**Task**
Before you reproduce the entries that follow, strip out any image they contain and keep the rest exact.

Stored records
_ _ _ _

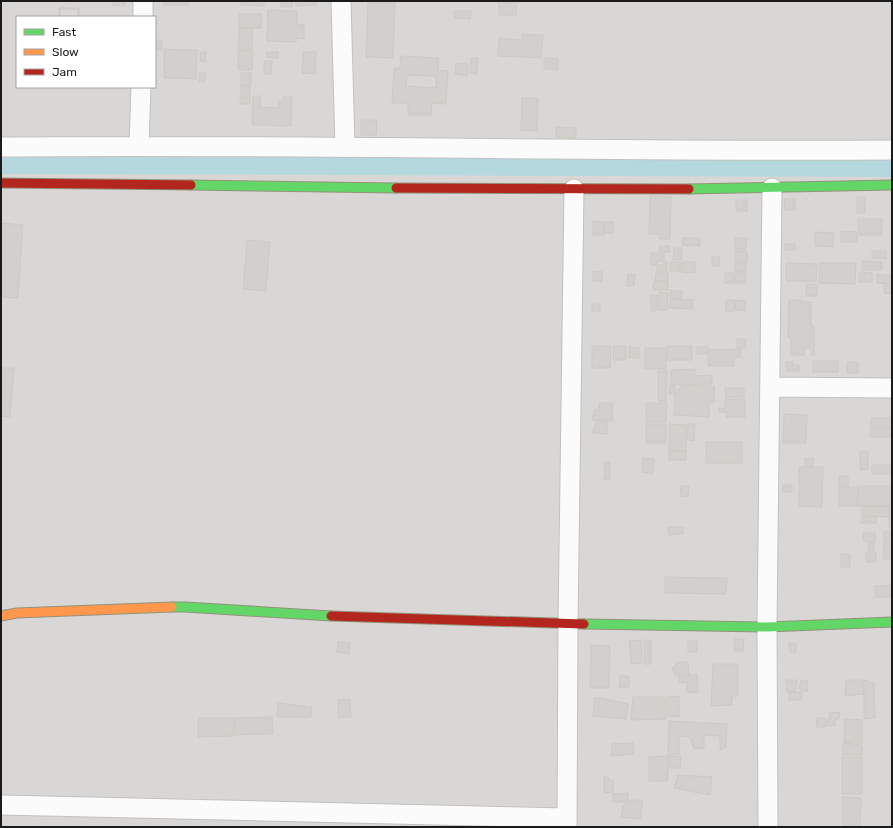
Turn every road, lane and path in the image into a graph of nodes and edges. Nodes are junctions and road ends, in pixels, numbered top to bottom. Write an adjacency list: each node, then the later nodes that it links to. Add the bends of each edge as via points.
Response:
1 (143, 1): 3 (street)
2 (341, 1): 6 (street)
3 (143, 16)
4 (141, 88): 5 (street)
5 (139, 145): 6 (street); 7 (street)
6 (346, 146): 8 (street, via 582,150)
7 (1, 147)
8 (892, 150)
9 (1, 182): 12 (street)
10 (892, 185): 11 (street)
11 (772, 188): 12 (street); 13 (street)
12 (574, 189): 17 (street)
13 (770, 387): 14 (street); 18 (street)
14 (892, 388)
15 (1, 616): 17 (street, via 17,613 185,607 337,616)
16 (892, 622): 18 (street)
17 (568, 624): 18 (street); 20 (street)
18 (767, 626): 21 (street)
19 (1, 805): 20 (street)
20 (567, 822)
21 (768, 827)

_ _ _ _

**Response to the exercise**
Turn every road, lane and path in the image into a graph of nodes and edges. Nodes are junctions and road ends, in pixels, numbered top to bottom. Write an adjacency list: each node, then the later nodes that it links to. Add the bends of each edge as via points.
Response:
1 (143, 1): 3 (street)
2 (341, 1): 6 (street)
3 (143, 16)
4 (141, 88): 5 (street)
5 (139, 145): 6 (street); 7 (street)
6 (346, 146): 8 (street, via 582,150)
7 (1, 147)
8 (892, 150)
9 (1, 182): 12 (street)
10 (892, 185): 11 (street)
11 (772, 188): 12 (street); 13 (street)
12 (574, 189): 17 (street)
13 (770, 387): 14 (street); 18 (street)
14 (892, 388)
15 (1, 616): 17 (street, via 17,613 185,607 337,616)
16 (892, 622): 18 (street)
17 (568, 624): 18 (street); 20 (street)
18 (767, 626): 21 (street)
19 (1, 805): 20 (street)
20 (567, 822)
21 (768, 827)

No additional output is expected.